#### [Work item]
Say how many lines below contain the word "Service". The number is the entire reply.

======== Extracted entries ========

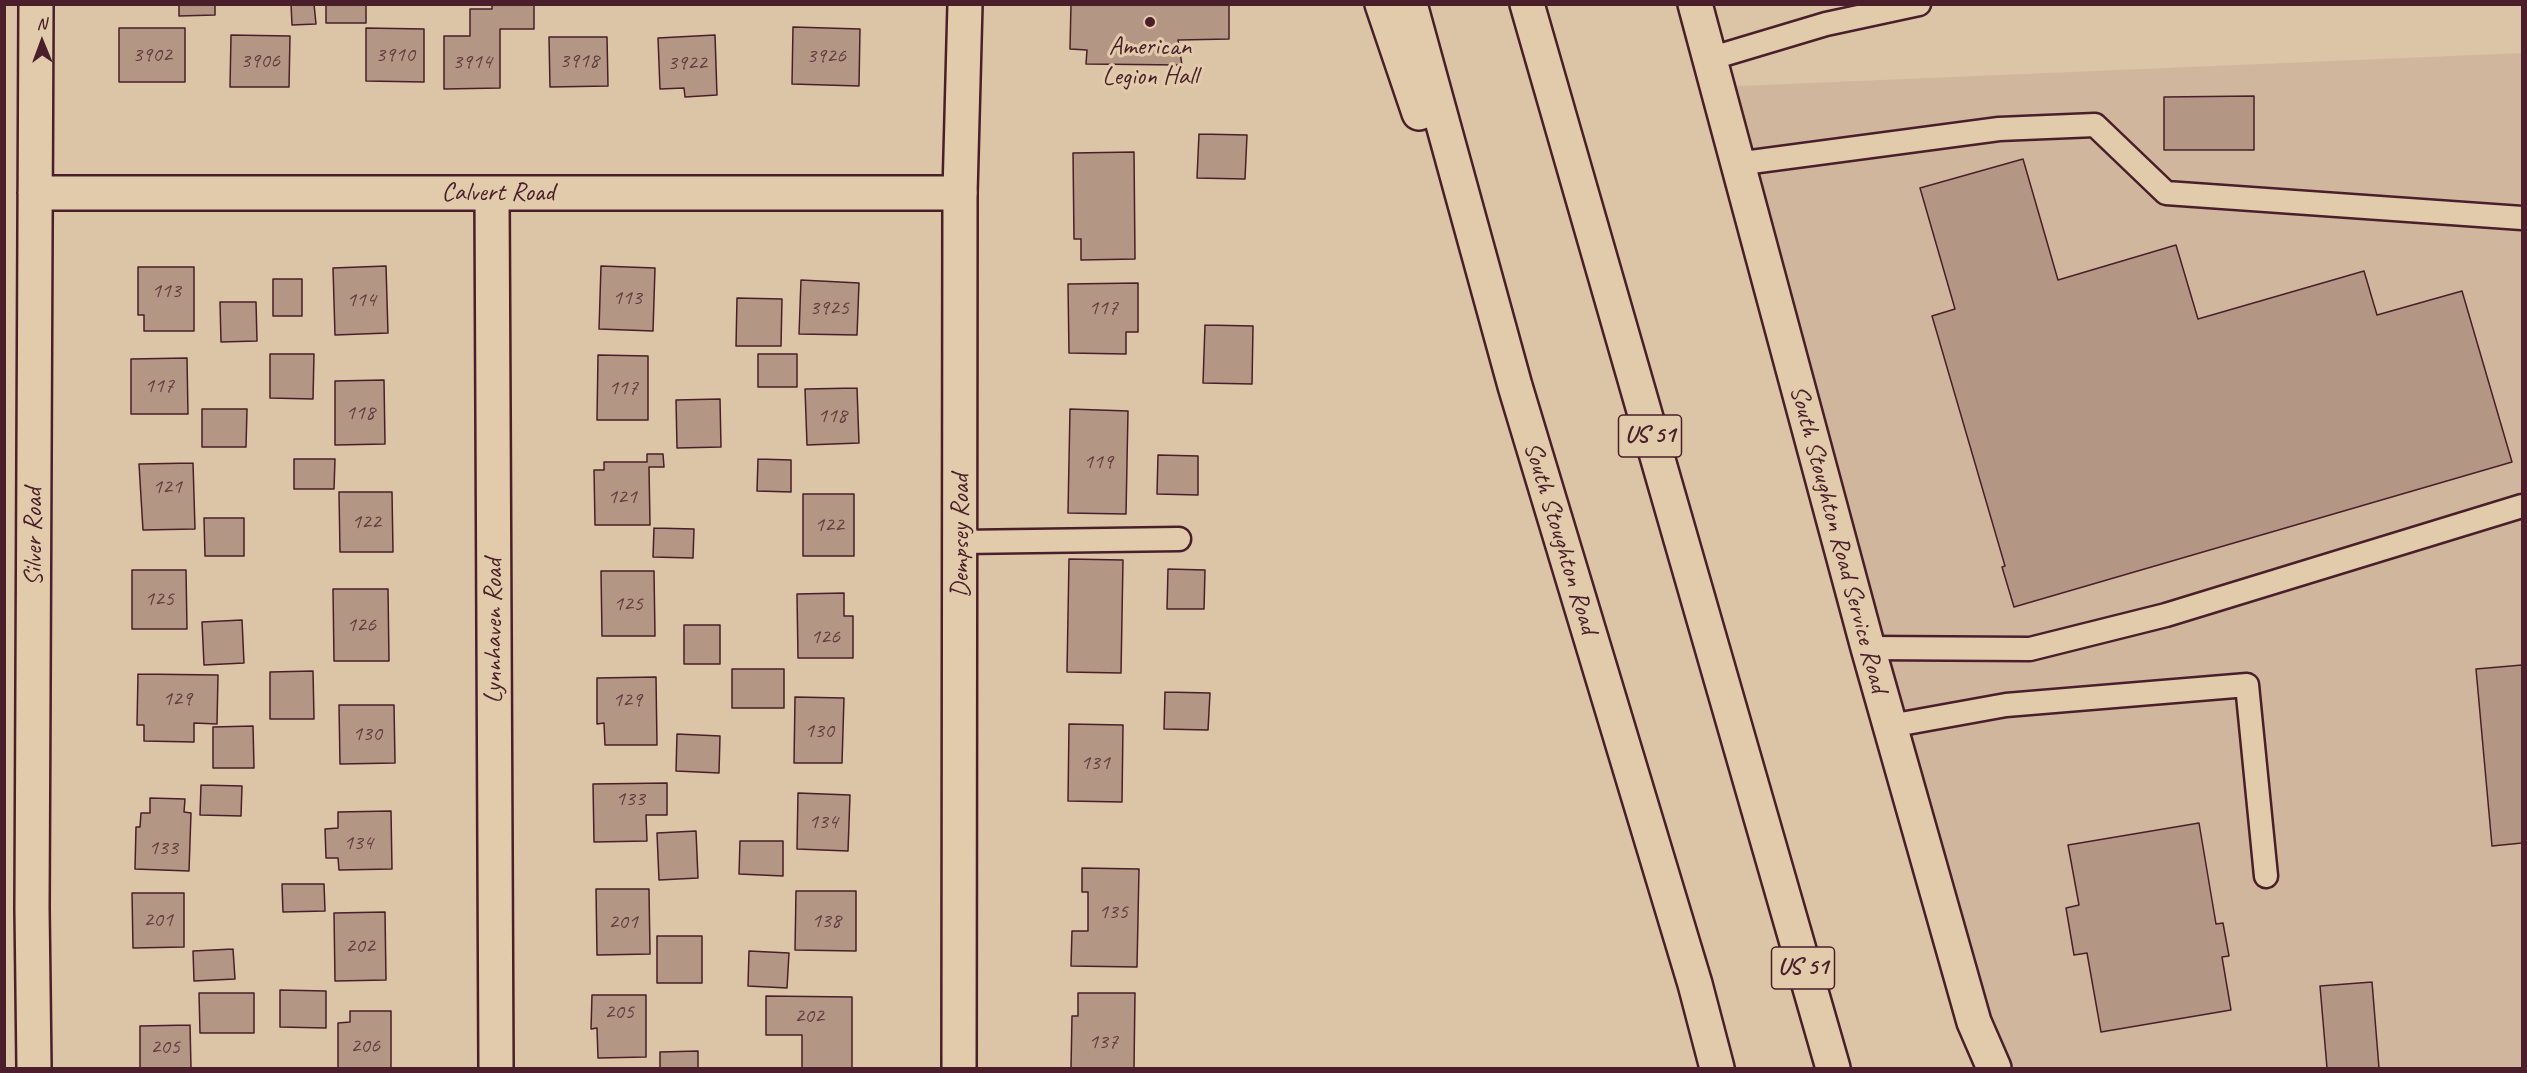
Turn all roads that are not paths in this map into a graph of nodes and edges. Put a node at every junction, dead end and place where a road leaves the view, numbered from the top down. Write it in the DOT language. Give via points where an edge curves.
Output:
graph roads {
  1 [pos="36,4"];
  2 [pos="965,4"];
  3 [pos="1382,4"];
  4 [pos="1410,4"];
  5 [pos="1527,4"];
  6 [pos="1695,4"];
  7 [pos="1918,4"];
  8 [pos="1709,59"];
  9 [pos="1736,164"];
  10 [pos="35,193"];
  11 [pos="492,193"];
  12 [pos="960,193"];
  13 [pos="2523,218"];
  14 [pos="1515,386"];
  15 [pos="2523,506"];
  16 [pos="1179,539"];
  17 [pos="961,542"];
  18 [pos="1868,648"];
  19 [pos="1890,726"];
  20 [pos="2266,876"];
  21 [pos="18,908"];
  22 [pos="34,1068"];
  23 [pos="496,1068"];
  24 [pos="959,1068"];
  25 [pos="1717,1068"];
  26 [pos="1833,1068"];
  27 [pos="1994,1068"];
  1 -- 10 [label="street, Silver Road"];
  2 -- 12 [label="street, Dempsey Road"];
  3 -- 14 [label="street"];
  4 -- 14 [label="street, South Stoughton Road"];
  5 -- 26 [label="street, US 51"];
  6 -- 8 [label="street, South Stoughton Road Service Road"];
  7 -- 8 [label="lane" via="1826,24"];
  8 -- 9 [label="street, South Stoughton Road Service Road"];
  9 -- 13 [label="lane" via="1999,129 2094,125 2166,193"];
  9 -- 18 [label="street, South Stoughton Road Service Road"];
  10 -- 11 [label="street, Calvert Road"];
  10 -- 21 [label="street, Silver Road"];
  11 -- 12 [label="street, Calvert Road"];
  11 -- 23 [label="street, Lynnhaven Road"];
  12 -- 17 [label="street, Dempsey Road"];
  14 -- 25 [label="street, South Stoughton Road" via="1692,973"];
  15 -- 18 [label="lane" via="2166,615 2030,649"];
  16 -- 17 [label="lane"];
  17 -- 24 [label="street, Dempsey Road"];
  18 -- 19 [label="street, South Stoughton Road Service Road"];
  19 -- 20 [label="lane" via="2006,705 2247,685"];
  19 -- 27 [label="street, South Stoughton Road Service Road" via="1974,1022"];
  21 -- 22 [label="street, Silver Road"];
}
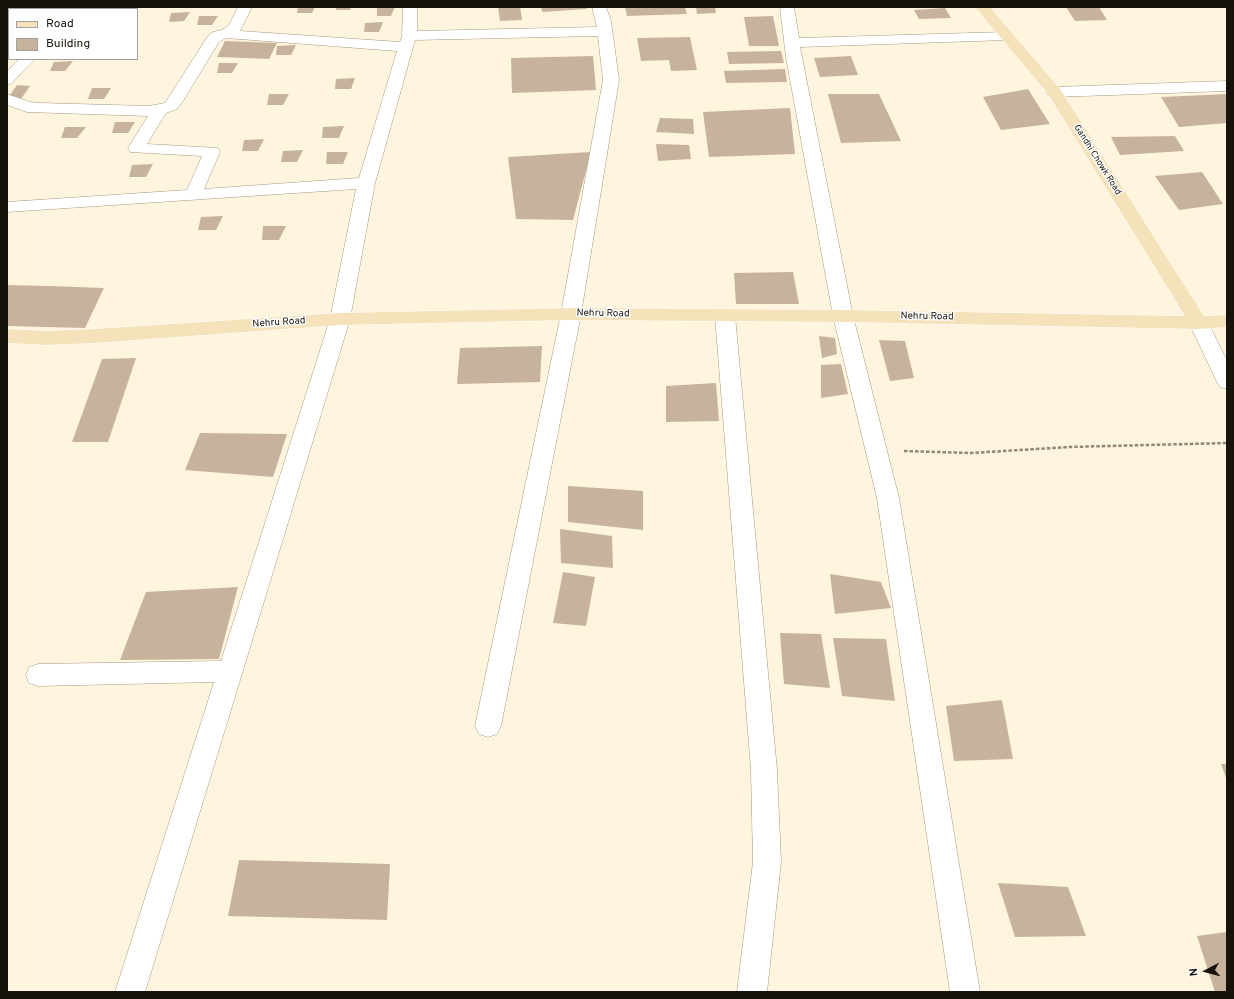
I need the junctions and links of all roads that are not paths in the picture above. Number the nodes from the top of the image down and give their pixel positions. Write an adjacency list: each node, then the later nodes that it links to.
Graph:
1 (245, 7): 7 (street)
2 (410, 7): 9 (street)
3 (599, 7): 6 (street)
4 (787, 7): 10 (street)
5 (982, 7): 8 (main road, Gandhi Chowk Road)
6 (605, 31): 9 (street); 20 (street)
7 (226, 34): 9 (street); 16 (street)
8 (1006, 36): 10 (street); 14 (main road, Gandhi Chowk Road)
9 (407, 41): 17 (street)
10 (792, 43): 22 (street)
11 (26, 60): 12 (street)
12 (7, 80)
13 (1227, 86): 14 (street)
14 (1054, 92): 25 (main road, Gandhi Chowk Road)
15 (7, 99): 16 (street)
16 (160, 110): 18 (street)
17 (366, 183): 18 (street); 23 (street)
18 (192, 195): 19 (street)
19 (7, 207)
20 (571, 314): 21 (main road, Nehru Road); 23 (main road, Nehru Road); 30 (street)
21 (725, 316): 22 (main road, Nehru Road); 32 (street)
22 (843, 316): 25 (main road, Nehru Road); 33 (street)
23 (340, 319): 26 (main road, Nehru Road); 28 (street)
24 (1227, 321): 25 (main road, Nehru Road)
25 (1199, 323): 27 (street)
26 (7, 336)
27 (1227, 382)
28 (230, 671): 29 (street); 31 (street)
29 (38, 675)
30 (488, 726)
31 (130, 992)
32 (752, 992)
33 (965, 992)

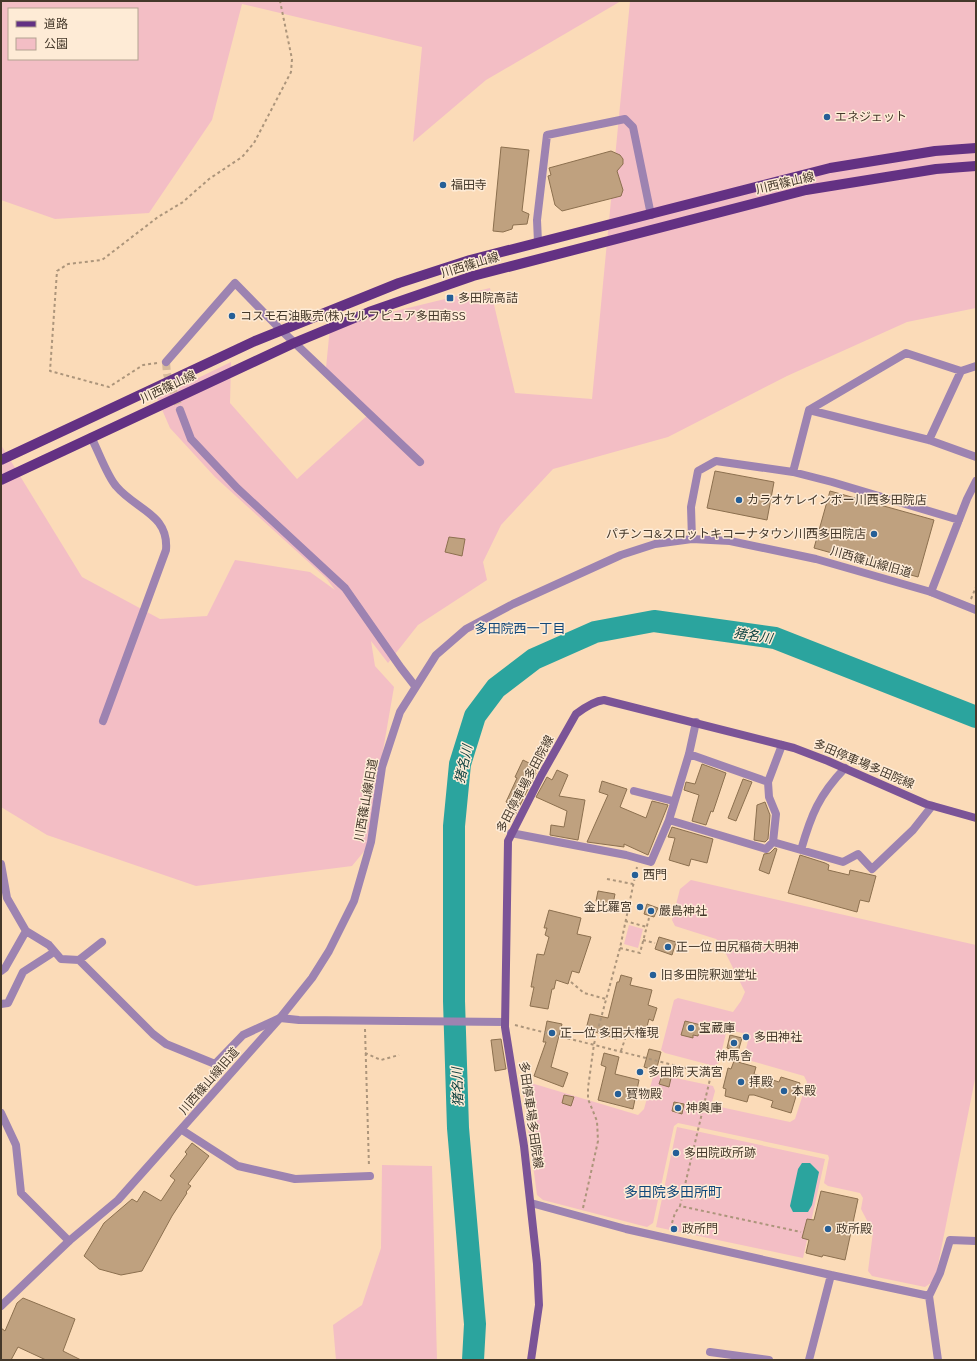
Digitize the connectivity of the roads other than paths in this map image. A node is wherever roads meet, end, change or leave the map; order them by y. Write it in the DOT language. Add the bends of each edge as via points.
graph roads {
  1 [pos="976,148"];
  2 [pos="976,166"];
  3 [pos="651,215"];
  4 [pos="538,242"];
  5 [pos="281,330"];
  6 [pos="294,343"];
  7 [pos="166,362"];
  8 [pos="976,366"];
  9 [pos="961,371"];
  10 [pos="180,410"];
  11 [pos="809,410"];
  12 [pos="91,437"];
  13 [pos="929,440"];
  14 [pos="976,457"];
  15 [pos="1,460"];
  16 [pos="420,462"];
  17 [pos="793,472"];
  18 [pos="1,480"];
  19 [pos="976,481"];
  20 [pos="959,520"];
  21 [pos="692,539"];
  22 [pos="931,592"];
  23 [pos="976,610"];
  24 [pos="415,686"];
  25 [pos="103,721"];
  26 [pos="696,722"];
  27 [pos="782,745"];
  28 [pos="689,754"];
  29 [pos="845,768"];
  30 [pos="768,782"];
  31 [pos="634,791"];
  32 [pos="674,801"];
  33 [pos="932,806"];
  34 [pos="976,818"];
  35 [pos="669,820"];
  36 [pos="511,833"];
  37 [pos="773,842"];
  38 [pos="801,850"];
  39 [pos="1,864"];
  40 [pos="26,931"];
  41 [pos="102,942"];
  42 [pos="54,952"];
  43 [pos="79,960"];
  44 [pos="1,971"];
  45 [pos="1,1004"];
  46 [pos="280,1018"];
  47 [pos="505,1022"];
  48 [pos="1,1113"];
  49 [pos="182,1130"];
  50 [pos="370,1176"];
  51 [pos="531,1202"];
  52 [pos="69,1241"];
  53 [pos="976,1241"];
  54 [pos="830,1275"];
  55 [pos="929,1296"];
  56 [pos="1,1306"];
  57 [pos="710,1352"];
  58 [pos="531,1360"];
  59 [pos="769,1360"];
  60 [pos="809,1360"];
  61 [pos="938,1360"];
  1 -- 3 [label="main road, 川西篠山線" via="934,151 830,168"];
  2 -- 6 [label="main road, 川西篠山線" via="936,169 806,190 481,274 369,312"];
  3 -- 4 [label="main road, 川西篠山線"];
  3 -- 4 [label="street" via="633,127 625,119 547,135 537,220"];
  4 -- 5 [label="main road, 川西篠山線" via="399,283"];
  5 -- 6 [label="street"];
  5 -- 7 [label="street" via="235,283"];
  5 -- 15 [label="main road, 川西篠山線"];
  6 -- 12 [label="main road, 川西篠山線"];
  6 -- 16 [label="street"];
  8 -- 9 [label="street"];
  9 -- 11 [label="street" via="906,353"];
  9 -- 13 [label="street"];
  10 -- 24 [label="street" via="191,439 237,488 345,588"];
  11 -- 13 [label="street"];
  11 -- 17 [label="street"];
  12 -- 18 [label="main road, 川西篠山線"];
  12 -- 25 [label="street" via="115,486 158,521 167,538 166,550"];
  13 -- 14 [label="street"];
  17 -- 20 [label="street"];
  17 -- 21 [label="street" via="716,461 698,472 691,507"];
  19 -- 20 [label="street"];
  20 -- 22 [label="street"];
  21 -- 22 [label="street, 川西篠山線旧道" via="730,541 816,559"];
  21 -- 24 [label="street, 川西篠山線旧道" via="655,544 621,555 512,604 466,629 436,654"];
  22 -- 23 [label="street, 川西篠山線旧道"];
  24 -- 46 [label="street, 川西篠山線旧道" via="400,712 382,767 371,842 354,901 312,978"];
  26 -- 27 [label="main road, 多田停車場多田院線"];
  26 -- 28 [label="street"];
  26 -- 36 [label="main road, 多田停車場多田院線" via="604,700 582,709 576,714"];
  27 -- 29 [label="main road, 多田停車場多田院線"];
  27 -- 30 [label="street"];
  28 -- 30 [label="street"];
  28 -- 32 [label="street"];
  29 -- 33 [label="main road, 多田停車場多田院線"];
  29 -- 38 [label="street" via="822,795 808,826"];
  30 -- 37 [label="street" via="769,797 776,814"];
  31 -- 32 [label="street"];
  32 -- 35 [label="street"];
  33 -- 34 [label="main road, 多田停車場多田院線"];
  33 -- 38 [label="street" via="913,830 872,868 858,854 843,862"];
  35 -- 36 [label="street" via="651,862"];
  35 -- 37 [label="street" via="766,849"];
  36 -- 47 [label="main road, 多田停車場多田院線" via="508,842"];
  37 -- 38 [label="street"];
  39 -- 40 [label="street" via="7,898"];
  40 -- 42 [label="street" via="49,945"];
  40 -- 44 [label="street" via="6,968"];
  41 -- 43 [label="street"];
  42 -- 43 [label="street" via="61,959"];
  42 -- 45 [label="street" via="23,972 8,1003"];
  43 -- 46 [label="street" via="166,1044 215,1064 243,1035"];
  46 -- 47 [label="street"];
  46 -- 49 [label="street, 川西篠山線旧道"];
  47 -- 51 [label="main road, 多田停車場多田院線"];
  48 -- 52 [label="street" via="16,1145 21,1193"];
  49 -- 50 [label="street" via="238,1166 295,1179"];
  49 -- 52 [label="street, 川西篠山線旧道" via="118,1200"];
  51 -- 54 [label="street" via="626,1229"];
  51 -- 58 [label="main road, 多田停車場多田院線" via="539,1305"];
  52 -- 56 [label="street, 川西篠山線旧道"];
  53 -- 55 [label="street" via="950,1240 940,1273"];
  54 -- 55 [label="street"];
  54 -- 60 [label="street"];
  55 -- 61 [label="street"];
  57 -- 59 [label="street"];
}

========

#### [Response below]
5